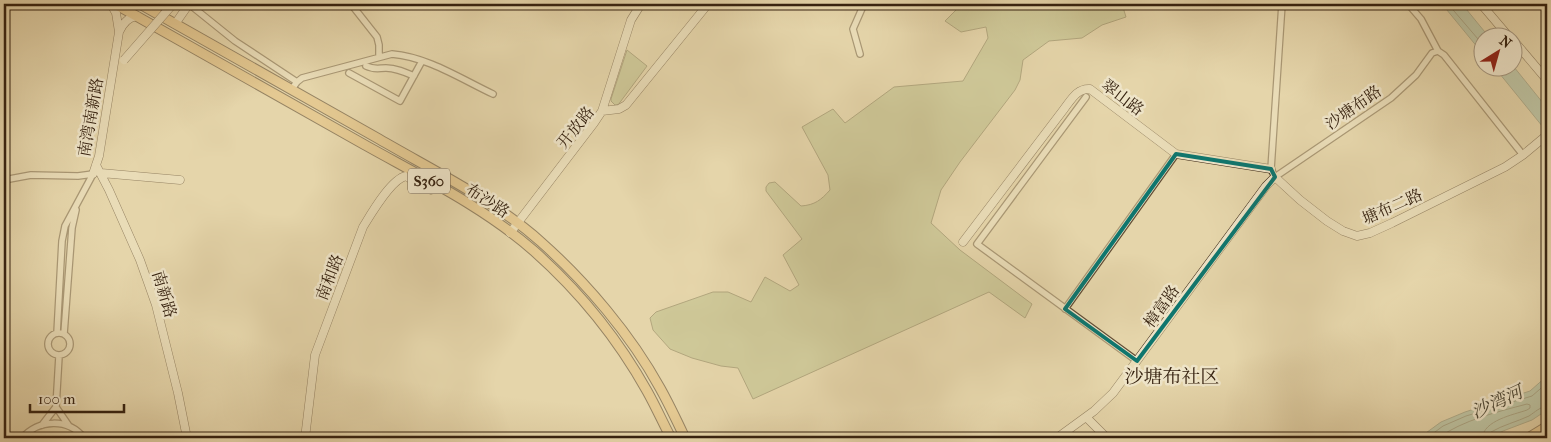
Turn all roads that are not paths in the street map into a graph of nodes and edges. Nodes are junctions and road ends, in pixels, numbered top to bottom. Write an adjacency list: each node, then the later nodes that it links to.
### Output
1 (111, 4): 16 (street, 南湾南新路)
2 (115, 4): 13 (main road, 布沙路 / S360)
3 (140, 4): 14 (main road, 布沙路 / S360)
4 (173, 4): 23 (street, bridge)
5 (189, 4): 14 (street); 29 (street)
6 (351, 4): 20 (street)
7 (641, 4): 32 (street)
8 (708, 4): 32 (street, 开放路)
9 (864, 4): 19 (street)
10 (1282, 4): 36 (street)
11 (1408, 4): 17 (street)
12 (1481, 4): 15 (street)
13 (137, 16): 16 (street); 41 (main road, 布沙路 / S360)
14 (175, 24): 29 (main road, 布沙路 / S360)
15 (1501, 28)
16 (119, 32): 23 (street, 南湾南新路)
17 (1438, 52): 34 (street); 38 (street, 沙塘布路)
18 (1524, 53): 28 (street)
19 (860, 54)
20 (379, 57): 21 (street); 29 (street)
21 (422, 61): 27 (street); 30 (street)
22 (366, 66): 24 (street)
23 (113, 68): 37 (street, 南湾南新路)
24 (390, 68): 26 (street); 27 (street)
25 (348, 73): 27 (street)
26 (386, 75)
27 (414, 76)
28 (1547, 80)
29 (294, 86): 42 (main road, 布沙路 / S360)
30 (493, 94)
31 (1086, 97): 45 (street)
32 (602, 111): 42 (street, 开放路)
33 (1547, 135): 34 (street, 塘布二路)
34 (1524, 153): 38 (street, 塘布二路)
35 (1176, 154): 36 (street, 翠山路); 44 (street, 翠山路); 45 (street)
36 (1271, 169): 38 (street)
37 (97, 173): 39 (street); 40 (street); 46 (street, 南湾南新路); 56 (street, 南新路)
38 (1275, 177): 48 (street, 樟富路)
39 (4, 180)
40 (180, 180)
41 (435, 185): 43 (main road, 布沙路 / S360); 57 (street, 南和路)
42 (518, 223): 43 (street, 开放路); 59 (main road, 布沙路 / S360)
43 (510, 233): 58 (main road, 布沙路 / S360)
44 (963, 242)
45 (1065, 309): 48 (street)
46 (60, 334): 47 (street); 47 (street)
47 (59, 356): 49 (street)
48 (1137, 362): 50 (street, 樟富路)
49 (56, 407): 51 (street); 52 (street)
50 (1086, 417): 60 (street, 樟富路); 61 (street)
51 (42, 425): 52 (street); 54 (street)
52 (70, 426): 55 (street)
53 (1547, 427): 62 (highway)
54 (22, 438)
55 (84, 438)
56 (187, 438)
57 (305, 438)
58 (671, 438)
59 (685, 438)
60 (1056, 438)
61 (1107, 438)
62 (1530, 438)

--- --- ---

Each record is to be copied word for word, with no images carried over.

**WORKED SOLUTION:**
Turn all roads that are not paths in the street map into a graph of nodes and edges. Nodes are junctions and road ends, in pixels, numbered top to bottom. Write an adjacency list: each node, then the later nodes that it links to.
### Output
1 (111, 4): 16 (street, 南湾南新路)
2 (115, 4): 13 (main road, 布沙路 / S360)
3 (140, 4): 14 (main road, 布沙路 / S360)
4 (173, 4): 23 (street, bridge)
5 (189, 4): 14 (street); 29 (street)
6 (351, 4): 20 (street)
7 (641, 4): 32 (street)
8 (708, 4): 32 (street, 开放路)
9 (864, 4): 19 (street)
10 (1282, 4): 36 (street)
11 (1408, 4): 17 (street)
12 (1481, 4): 15 (street)
13 (137, 16): 16 (street); 41 (main road, 布沙路 / S360)
14 (175, 24): 29 (main road, 布沙路 / S360)
15 (1501, 28)
16 (119, 32): 23 (street, 南湾南新路)
17 (1438, 52): 34 (street); 38 (street, 沙塘布路)
18 (1524, 53): 28 (street)
19 (860, 54)
20 (379, 57): 21 (street); 29 (street)
21 (422, 61): 27 (street); 30 (street)
22 (366, 66): 24 (street)
23 (113, 68): 37 (street, 南湾南新路)
24 (390, 68): 26 (street); 27 (street)
25 (348, 73): 27 (street)
26 (386, 75)
27 (414, 76)
28 (1547, 80)
29 (294, 86): 42 (main road, 布沙路 / S360)
30 (493, 94)
31 (1086, 97): 45 (street)
32 (602, 111): 42 (street, 开放路)
33 (1547, 135): 34 (street, 塘布二路)
34 (1524, 153): 38 (street, 塘布二路)
35 (1176, 154): 36 (street, 翠山路); 44 (street, 翠山路); 45 (street)
36 (1271, 169): 38 (street)
37 (97, 173): 39 (street); 40 (street); 46 (street, 南湾南新路); 56 (street, 南新路)
38 (1275, 177): 48 (street, 樟富路)
39 (4, 180)
40 (180, 180)
41 (435, 185): 43 (main road, 布沙路 / S360); 57 (street, 南和路)
42 (518, 223): 43 (street, 开放路); 59 (main road, 布沙路 / S360)
43 (510, 233): 58 (main road, 布沙路 / S360)
44 (963, 242)
45 (1065, 309): 48 (street)
46 (60, 334): 47 (street); 47 (street)
47 (59, 356): 49 (street)
48 (1137, 362): 50 (street, 樟富路)
49 (56, 407): 51 (street); 52 (street)
50 (1086, 417): 60 (street, 樟富路); 61 (street)
51 (42, 425): 52 (street); 54 (street)
52 (70, 426): 55 (street)
53 (1547, 427): 62 (highway)
54 (22, 438)
55 (84, 438)
56 (187, 438)
57 (305, 438)
58 (671, 438)
59 (685, 438)
60 (1056, 438)
61 (1107, 438)
62 (1530, 438)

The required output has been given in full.